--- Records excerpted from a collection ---
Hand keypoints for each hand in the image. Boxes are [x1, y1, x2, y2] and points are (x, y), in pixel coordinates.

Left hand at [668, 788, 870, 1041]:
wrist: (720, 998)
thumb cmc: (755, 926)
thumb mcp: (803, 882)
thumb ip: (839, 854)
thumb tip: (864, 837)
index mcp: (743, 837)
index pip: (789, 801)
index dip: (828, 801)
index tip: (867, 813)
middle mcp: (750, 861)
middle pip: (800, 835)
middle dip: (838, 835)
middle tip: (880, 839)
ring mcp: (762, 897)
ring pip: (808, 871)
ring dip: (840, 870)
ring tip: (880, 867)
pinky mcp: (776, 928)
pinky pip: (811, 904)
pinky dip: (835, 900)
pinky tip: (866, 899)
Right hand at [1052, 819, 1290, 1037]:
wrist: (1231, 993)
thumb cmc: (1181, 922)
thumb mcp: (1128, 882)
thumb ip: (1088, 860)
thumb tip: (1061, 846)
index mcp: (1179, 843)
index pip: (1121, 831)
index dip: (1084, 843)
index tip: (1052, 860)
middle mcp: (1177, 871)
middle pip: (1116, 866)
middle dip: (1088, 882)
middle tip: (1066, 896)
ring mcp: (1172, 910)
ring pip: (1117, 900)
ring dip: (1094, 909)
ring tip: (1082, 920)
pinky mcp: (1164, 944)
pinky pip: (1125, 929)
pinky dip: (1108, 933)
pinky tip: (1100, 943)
---
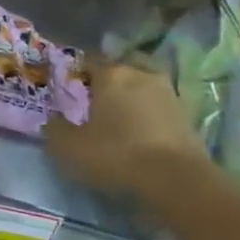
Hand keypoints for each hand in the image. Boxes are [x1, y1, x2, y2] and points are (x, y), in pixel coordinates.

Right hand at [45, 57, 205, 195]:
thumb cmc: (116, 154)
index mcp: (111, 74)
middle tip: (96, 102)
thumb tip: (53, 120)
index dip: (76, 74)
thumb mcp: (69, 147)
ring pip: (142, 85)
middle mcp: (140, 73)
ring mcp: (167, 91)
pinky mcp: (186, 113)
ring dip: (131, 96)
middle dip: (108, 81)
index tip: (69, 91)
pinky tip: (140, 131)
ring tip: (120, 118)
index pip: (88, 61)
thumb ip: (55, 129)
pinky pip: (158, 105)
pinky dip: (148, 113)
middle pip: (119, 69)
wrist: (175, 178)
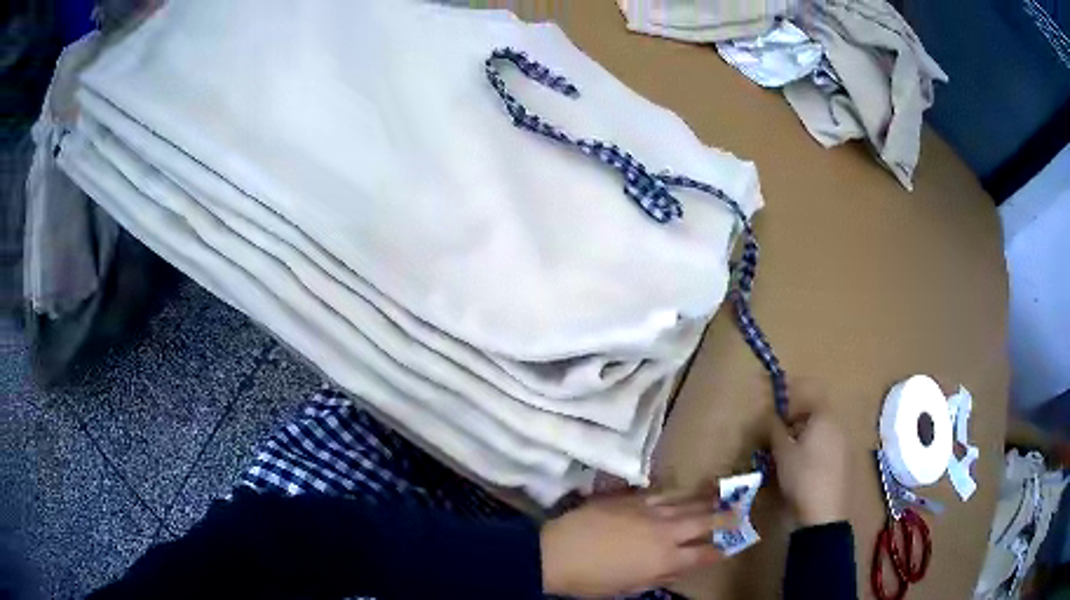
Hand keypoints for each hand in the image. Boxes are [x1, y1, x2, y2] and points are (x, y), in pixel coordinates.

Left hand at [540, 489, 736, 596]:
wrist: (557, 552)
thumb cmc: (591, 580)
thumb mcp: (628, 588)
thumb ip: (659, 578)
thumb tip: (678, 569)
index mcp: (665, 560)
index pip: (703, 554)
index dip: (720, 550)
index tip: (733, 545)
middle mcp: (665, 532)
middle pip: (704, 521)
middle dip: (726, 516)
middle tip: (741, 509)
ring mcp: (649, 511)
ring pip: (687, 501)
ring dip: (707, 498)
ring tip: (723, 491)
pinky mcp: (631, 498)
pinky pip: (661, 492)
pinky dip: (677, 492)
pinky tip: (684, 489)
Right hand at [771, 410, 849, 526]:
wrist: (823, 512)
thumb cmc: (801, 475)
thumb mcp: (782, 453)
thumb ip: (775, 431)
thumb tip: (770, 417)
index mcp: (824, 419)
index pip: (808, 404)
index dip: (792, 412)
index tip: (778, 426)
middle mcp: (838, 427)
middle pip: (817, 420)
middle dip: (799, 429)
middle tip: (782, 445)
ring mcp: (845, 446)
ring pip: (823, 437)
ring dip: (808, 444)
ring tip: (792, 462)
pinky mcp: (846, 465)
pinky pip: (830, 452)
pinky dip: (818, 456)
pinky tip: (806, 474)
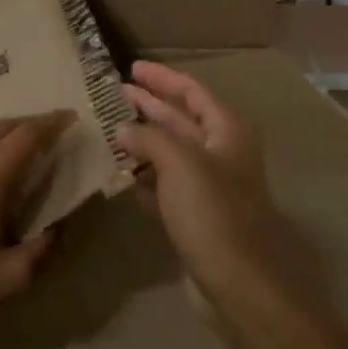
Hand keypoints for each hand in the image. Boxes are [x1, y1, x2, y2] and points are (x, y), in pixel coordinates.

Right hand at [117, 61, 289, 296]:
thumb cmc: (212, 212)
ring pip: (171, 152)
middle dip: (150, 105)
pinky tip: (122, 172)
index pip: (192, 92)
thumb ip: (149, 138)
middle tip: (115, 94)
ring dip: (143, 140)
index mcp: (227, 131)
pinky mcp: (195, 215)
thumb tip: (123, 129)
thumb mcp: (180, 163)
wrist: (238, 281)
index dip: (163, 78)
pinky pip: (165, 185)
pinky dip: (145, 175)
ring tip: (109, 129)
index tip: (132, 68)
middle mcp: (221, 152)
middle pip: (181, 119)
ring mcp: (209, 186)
--
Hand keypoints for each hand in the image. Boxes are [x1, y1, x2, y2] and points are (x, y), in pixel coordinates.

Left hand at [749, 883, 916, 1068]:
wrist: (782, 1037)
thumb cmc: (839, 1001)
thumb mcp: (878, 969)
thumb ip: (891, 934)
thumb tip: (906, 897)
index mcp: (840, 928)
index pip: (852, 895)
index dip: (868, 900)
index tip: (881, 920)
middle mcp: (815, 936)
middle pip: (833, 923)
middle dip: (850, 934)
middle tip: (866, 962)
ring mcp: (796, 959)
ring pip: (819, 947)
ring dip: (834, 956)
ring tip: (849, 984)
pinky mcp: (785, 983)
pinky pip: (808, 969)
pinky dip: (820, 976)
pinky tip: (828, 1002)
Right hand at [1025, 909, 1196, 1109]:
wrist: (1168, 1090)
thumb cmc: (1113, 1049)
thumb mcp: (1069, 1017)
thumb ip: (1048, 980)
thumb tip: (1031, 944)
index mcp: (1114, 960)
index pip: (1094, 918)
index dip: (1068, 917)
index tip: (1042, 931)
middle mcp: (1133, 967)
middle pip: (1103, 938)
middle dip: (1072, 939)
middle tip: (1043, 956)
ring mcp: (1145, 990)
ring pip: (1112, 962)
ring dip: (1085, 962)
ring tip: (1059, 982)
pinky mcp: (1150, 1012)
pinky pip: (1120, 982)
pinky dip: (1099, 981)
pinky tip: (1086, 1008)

--- Exercise instructions ---
With the pictures removed from your copy, retype the lines above from the one that contains "ring mcp: (845, 446)" through the one that contains "ring mcp: (209, 186)", exactly.

--- Answer for this exercise ---
ring mcp: (845, 446)
ring pip: (823, 437)
ring dip: (808, 444)
ring tip: (792, 462)
pinky mcp: (846, 465)
pinky pip: (830, 452)
pinky dip: (818, 456)
pinky tip: (806, 474)
Hand keypoints for each hand in the image. Boxes are [x1, y1, x2, y2] and points are (x, y), in pixel coordinates.

Right hand at [117, 61, 289, 296]:
thumb cmc: (212, 212)
ring pip: (171, 152)
middle dip: (150, 105)
pinky tip: (122, 172)
index pip: (192, 92)
thumb ip: (149, 138)
middle tip: (115, 94)
ring dip: (143, 140)
index mcp: (227, 131)
pinky mcp: (195, 215)
thumb tip: (123, 129)
thumb mcp: (180, 163)
wrist: (238, 281)
index dip: (163, 78)
pinky pip: (165, 185)
pinky dip: (145, 175)
ring tip: (109, 129)
index tip: (132, 68)
middle mcp: (221, 152)
middle pip: (181, 119)
ring mcp: (209, 186)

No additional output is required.